Marta Barone in questo suo libro d’esordio e candidato al Premio Strega, butta lì accanto alla storia incredibile che tenta di raccontare, tematiche che ruotano intorno al senso della vita, contestualizzati in un pezzo di storia recente italiana. La mia storia. Che mi accorgo di non conoscere. Solo per frammenti e spesso quelli sbagliati; come sottolinea Mara Barone: «non è possibile, ancor meno possibile rispetto a noi stessi, avere un’idea (figurarsi restituirla della totalità della vita di un’altra persona. Sappiamo a malapena qualcosa di noi e spesso quel qualcosa è sbagliato.» (p.136) Proprio così, non possiamo fidarci della nostra memoria, sul suo modo di restituire la realtà: «sul modo in cui ricordano gli umani, sulla zona ombrosa in cui fatto e immaginazione si configgono insieme fino al punto di non saperli più distinguere guardando indietro» (p.69)
Forse è per questa nostra incapacità di cogliere l’essere umano nella sua interezza che in esergo l’autrice cita Iosif Brodskij: “Di tutto l’uomo non resta che una parte del discorso. In genere, una parte. Parte del discorso”. Ecco che mettendo bene in chiaro questo concetto, l’autrice si accinge ad interpellare uno “smaliziato lettore” che avrà già individuato “il fucile appeso alla parete nel primo atto del dramma”. Lei, “invece, personaggio neghittoso e involontario” continua a vagare “per Milano del tutto ignara del fatto che da qualche parte ci potesse essere un fucile.” (p.34) Perché di dramma si parla. A tutti i livelli, personale privato, sociale di dominio pubblico. Il fucile è il fucile della vita, delle bande armate e della polizia. È un fucile che prima o poi ci scoppia in faccia a tutti. Anche a chi si muove ozioso per le vie di una città poco accogliente perché in primis è l’individuo che non si fa (ac)cogliere. Ha i suoi motivi, ovviamente che si disperdono nelle storie individuali e collettive. In questa storia, o in questi frammenti di storia emerge un personaggio meraviglioso, un eroe del bene, incompreso, vittima degli anni di piombo. Sconosciuto al mondo e in primis alla figlia, l’autrice Marta Barone. Nel dramma della vita, si sdrammatizza con la scrittura.
Così l’autrice riesce a fare emergere un uomo ‘vero’, sganciato dal ruolo paterno, L. B. che piano a piano si affaccia nella scena fittizia dell’impalcatura letteraria e conquista chi legge come presumibilmente ha fatto durante la sua vita con chiunque.
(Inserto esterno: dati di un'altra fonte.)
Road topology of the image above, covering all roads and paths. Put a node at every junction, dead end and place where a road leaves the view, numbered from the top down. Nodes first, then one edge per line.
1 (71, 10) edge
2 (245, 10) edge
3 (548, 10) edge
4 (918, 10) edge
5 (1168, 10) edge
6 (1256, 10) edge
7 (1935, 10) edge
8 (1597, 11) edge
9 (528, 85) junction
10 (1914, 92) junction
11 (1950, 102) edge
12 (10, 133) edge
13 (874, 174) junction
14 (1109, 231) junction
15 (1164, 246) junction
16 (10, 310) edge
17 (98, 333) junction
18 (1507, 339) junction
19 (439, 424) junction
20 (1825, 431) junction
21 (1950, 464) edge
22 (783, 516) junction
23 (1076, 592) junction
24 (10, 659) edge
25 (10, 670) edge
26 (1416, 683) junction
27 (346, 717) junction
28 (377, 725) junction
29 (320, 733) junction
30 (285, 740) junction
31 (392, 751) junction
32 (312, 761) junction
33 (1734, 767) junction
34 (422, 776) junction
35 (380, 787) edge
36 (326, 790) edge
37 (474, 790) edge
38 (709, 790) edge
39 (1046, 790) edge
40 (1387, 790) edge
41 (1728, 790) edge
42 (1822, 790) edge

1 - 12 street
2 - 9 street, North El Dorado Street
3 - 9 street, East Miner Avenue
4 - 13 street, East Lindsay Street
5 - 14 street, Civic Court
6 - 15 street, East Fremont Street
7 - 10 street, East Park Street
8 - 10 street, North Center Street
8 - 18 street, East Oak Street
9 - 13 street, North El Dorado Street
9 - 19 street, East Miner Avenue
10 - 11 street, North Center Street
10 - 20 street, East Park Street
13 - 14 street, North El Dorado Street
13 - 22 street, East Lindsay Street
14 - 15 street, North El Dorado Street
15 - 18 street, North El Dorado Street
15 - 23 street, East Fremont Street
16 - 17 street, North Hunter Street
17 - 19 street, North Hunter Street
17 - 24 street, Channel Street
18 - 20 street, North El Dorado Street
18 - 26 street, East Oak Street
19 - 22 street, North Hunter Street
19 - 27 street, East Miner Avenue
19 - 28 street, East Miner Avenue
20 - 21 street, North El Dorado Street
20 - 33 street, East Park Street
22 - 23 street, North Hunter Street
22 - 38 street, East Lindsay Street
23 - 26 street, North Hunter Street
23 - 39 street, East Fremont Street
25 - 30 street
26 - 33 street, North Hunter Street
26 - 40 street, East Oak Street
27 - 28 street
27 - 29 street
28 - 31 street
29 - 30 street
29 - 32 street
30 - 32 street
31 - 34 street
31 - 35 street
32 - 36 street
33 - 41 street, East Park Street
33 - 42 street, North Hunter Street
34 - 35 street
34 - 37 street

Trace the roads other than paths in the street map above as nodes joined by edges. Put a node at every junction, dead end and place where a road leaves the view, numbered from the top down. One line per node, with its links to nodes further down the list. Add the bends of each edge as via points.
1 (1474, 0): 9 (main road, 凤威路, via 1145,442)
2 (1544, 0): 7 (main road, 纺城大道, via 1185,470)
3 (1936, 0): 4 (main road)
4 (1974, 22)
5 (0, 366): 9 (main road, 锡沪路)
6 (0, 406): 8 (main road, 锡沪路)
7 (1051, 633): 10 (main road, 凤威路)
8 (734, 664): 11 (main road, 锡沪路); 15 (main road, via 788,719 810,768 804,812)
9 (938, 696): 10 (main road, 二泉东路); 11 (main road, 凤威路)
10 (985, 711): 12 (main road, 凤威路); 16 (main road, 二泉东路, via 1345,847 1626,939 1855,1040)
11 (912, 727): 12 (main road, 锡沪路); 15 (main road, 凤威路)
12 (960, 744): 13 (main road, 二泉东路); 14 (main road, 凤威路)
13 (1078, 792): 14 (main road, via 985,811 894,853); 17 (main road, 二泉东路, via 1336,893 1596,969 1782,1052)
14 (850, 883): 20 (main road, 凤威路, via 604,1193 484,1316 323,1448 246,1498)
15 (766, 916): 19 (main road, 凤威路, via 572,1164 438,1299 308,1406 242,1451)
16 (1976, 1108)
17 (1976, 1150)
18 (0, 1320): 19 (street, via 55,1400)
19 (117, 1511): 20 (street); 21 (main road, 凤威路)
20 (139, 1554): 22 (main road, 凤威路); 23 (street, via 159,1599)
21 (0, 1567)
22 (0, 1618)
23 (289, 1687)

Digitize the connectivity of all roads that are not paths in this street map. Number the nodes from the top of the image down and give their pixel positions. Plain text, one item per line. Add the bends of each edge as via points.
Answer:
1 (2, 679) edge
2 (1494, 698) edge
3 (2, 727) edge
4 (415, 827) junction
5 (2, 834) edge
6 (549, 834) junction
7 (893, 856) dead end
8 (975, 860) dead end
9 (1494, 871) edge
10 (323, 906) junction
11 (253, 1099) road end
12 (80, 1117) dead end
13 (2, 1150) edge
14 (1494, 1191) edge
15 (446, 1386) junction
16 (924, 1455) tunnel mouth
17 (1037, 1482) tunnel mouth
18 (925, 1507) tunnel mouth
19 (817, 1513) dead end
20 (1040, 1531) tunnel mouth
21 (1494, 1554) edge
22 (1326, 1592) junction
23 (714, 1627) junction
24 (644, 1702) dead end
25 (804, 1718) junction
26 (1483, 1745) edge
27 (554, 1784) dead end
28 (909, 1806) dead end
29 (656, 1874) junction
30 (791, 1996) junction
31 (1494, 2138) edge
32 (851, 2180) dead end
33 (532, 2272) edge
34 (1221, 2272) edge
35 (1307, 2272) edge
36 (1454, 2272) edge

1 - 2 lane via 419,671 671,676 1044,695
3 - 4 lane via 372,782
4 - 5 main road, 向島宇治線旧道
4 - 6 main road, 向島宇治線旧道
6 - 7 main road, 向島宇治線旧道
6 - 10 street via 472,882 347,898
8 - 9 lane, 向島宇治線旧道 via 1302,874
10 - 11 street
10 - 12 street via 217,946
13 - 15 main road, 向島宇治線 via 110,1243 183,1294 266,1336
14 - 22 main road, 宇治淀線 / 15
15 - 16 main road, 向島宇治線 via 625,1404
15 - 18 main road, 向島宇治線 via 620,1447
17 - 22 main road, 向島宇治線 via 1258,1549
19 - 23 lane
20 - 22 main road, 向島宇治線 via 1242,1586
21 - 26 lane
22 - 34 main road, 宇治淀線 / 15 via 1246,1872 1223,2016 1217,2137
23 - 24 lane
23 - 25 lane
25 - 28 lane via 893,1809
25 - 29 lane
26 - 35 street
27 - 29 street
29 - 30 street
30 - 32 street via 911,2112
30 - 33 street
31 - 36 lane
Un eroe non apprezzato, che sin da piccolo era “portato al bene”, come dice Marta Barone in un’intervista, parlando del suo romanzo. “La città sommersa” è proprio lui che piano si delinea nella sua folle corsa, per scappare al sangue, o per salvare dal sangue, sempre in prima linea, in difesa dei più bisognosi.
“La città sommersa” è anche un tentativo di raggiungere il padre, e di conseguenza se stessa. Un viaggio doloroso in quegli anni tristi e brutali – gli anni di piombo – che hanno infranto ideali e sogni di tanti italiani. La storia, come una clessidra inesauribile, procede, non tutti siamo protagonisti. Purtroppo spesso accade che chi fa la storia, la fa male. Senza amore. «La storia esiste perché non c’è più l’uomo.» (p. 285) «Il tempo non si ritrae, il tempo si aggiunge al tempo» (p. 285)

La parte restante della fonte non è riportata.